# [ACTION ITEM]
Scan the records below and say how many lines include the word "Vine", giving no other text.

# [INPUT DATA]
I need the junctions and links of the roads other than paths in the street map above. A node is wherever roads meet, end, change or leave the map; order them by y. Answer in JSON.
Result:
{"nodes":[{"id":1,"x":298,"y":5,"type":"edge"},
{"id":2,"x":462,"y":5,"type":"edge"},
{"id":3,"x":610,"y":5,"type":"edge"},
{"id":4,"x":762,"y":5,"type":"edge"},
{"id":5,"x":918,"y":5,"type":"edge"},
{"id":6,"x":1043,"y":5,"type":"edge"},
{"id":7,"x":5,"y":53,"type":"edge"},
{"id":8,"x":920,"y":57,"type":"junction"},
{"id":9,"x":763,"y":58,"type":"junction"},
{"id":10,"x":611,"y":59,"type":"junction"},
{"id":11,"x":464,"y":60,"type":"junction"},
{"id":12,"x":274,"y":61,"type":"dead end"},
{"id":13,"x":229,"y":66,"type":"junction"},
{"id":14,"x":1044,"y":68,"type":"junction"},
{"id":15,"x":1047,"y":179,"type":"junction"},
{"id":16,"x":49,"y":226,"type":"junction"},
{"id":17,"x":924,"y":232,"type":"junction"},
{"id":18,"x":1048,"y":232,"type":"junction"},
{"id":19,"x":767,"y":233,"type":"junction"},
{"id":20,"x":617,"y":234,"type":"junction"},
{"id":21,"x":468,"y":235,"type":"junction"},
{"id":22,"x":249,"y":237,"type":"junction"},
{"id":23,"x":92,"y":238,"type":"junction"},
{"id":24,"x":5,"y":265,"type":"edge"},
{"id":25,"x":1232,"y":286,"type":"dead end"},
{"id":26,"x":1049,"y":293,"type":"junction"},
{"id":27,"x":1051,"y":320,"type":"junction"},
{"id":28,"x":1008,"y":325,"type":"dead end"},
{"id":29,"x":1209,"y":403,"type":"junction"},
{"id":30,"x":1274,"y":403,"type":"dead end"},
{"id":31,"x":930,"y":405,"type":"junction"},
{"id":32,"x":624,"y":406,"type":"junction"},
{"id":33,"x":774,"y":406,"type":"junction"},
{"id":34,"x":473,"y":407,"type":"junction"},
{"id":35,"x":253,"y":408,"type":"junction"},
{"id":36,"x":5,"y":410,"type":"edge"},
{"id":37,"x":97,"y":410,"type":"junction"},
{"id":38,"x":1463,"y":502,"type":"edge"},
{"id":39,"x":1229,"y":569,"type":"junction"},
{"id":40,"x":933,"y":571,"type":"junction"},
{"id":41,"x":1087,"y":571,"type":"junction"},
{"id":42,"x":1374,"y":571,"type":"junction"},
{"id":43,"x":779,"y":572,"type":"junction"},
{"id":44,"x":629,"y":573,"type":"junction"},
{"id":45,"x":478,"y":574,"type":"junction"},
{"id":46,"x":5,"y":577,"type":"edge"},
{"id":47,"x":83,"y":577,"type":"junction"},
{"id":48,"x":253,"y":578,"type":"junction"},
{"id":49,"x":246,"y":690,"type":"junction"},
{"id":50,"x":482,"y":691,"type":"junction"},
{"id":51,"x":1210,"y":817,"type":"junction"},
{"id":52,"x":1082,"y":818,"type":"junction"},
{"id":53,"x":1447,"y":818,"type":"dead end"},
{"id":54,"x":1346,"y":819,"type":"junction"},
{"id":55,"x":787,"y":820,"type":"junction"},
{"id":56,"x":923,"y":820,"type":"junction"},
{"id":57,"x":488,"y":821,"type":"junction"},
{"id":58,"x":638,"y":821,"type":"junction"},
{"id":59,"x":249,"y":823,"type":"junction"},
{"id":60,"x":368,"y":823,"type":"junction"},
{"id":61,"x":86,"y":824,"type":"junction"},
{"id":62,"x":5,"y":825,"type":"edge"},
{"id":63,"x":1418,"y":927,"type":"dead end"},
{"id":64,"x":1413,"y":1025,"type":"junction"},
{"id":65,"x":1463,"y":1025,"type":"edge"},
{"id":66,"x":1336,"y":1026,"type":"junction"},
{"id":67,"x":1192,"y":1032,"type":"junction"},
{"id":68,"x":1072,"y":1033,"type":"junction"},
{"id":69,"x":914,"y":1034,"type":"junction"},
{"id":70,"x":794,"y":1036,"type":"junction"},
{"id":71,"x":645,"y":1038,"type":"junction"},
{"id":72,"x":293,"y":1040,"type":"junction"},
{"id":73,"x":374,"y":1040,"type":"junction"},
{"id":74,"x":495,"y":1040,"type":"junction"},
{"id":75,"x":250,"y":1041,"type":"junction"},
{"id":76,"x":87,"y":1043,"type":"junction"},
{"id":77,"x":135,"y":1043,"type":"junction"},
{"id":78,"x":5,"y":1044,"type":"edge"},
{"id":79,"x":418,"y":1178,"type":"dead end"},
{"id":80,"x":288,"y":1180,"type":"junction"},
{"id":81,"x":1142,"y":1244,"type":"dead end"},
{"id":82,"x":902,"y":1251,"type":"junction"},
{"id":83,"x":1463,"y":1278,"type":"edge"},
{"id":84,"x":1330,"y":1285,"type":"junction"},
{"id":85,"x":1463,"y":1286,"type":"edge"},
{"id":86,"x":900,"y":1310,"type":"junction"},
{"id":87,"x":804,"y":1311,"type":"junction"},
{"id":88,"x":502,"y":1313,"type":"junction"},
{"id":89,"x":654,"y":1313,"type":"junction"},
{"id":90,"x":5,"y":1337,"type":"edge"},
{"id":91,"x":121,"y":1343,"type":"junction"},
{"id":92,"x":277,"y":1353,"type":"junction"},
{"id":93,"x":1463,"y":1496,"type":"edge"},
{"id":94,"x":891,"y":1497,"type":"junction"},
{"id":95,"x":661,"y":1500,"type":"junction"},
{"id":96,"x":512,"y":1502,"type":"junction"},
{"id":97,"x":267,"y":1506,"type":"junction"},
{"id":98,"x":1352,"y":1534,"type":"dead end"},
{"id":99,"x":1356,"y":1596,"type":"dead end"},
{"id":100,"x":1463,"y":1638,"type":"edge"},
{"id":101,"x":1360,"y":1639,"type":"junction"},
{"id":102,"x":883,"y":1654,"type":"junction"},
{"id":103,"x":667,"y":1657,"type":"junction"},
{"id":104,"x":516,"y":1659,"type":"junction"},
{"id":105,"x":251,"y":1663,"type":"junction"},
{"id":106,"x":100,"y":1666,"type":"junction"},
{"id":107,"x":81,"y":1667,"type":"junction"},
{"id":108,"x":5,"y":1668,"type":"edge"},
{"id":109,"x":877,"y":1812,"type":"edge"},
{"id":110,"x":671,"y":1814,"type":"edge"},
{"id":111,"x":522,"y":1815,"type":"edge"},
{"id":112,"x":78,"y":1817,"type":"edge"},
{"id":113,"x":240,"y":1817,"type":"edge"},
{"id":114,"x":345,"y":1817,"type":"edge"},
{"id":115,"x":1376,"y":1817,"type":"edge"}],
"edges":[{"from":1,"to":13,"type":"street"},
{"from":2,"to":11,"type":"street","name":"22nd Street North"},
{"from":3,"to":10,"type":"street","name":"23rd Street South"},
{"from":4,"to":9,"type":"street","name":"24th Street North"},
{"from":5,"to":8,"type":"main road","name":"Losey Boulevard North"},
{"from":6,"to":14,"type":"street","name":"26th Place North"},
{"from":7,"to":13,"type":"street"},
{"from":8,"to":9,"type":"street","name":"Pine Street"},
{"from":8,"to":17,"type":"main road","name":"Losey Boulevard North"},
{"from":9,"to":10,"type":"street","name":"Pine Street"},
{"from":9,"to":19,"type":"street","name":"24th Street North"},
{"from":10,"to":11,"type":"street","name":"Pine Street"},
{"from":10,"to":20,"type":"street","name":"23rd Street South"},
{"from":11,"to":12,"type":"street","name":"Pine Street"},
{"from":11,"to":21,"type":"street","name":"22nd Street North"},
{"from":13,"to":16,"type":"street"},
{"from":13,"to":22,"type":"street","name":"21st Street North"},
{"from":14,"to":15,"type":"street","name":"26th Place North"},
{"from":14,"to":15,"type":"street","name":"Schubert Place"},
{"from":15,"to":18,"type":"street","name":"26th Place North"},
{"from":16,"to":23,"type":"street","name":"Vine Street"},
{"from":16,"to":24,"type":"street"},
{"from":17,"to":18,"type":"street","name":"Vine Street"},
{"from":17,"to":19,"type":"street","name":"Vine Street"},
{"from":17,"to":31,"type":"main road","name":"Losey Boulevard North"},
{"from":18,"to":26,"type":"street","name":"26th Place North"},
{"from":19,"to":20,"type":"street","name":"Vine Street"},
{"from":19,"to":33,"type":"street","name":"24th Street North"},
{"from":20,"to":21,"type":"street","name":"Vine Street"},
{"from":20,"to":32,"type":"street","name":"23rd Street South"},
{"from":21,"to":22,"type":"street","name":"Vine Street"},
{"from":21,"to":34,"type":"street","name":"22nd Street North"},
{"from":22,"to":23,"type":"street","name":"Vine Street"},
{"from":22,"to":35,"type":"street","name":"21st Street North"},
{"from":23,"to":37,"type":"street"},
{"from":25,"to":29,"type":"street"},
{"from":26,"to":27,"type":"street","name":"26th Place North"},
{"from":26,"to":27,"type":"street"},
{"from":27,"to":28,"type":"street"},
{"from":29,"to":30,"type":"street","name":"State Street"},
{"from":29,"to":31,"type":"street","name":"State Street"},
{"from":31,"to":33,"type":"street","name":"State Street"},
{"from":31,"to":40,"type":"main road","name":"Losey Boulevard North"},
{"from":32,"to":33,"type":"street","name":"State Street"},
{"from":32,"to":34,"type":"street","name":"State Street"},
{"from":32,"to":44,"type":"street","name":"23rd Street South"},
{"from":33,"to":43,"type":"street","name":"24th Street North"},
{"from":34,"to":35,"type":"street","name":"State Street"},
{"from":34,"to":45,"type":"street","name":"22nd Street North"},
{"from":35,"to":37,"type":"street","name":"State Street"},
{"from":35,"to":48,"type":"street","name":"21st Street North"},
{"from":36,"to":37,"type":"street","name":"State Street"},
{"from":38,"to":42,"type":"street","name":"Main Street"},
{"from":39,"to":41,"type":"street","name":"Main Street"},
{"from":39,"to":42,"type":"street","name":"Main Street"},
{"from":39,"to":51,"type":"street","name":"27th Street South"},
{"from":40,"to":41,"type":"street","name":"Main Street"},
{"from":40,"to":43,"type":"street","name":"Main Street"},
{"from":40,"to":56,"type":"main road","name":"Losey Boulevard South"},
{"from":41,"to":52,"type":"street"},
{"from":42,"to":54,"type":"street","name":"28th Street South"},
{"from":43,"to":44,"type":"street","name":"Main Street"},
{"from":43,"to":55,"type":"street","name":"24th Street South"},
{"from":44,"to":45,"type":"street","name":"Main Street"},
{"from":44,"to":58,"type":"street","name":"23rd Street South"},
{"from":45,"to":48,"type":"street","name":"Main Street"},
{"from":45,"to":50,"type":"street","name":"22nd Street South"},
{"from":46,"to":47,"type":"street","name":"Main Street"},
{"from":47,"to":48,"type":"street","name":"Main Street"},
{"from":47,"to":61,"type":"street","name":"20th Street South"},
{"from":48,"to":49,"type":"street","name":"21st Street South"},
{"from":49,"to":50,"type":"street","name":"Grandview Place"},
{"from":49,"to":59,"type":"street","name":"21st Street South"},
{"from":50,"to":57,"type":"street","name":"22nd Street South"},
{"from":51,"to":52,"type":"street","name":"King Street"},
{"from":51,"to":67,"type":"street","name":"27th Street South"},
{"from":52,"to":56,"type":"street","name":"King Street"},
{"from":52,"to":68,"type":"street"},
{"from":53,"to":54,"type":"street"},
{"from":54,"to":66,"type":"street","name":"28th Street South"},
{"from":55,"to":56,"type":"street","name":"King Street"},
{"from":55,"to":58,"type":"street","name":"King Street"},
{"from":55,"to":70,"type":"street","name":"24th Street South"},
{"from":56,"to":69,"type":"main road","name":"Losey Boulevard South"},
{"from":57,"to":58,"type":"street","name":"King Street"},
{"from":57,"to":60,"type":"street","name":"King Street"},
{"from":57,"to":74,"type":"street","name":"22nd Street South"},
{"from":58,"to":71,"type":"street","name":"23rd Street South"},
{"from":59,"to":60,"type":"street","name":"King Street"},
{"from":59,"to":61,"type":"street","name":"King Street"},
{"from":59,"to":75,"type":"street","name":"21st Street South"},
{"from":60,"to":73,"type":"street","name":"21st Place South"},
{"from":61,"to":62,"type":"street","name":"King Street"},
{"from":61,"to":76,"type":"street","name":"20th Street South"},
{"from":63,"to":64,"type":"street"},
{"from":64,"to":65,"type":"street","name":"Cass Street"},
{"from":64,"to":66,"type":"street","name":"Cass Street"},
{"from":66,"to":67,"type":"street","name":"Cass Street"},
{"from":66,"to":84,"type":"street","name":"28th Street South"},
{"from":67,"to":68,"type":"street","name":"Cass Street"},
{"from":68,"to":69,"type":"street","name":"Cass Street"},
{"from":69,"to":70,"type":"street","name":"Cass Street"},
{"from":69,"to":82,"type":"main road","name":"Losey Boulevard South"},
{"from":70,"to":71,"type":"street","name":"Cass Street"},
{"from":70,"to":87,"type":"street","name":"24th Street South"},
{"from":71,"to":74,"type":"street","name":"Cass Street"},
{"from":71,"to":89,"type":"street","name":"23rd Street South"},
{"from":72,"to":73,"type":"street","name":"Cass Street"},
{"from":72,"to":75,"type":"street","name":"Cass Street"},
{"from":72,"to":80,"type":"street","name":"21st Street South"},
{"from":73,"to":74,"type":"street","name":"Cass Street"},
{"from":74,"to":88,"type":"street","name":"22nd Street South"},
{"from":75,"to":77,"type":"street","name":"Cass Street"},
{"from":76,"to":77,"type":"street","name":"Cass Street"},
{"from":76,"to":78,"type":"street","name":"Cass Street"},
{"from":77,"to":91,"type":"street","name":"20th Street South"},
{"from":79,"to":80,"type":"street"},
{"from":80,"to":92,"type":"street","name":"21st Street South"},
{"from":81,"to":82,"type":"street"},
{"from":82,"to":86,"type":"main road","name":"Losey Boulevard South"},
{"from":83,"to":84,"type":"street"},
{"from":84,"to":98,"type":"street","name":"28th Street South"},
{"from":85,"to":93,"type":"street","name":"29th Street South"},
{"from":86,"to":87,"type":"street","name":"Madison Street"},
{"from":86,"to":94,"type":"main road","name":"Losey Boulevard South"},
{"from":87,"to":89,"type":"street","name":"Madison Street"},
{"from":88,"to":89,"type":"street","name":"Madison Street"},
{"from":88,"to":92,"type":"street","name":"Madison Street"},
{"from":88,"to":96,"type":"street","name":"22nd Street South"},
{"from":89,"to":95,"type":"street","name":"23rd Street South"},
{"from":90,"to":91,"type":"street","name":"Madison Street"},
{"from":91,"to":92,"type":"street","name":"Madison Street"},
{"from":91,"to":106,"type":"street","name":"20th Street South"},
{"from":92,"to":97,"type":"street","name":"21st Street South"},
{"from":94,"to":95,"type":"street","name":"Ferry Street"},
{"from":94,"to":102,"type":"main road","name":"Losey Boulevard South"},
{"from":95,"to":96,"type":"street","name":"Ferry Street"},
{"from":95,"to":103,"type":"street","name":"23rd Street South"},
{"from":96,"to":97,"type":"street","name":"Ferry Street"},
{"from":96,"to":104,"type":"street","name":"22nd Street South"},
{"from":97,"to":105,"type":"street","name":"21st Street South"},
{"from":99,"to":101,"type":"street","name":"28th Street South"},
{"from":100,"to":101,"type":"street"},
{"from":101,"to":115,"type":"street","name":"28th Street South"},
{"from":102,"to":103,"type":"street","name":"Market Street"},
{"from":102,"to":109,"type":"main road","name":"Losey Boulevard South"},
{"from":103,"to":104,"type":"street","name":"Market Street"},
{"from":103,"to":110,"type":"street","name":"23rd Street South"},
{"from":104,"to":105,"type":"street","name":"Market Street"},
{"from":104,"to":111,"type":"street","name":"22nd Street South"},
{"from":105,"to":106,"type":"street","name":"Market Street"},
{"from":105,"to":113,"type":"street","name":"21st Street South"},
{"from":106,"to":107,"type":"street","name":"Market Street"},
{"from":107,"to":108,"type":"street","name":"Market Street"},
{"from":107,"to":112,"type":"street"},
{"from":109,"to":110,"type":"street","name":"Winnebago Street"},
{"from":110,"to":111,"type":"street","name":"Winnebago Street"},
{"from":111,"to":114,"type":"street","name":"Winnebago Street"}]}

# [PROBLEM SOLUTION]
7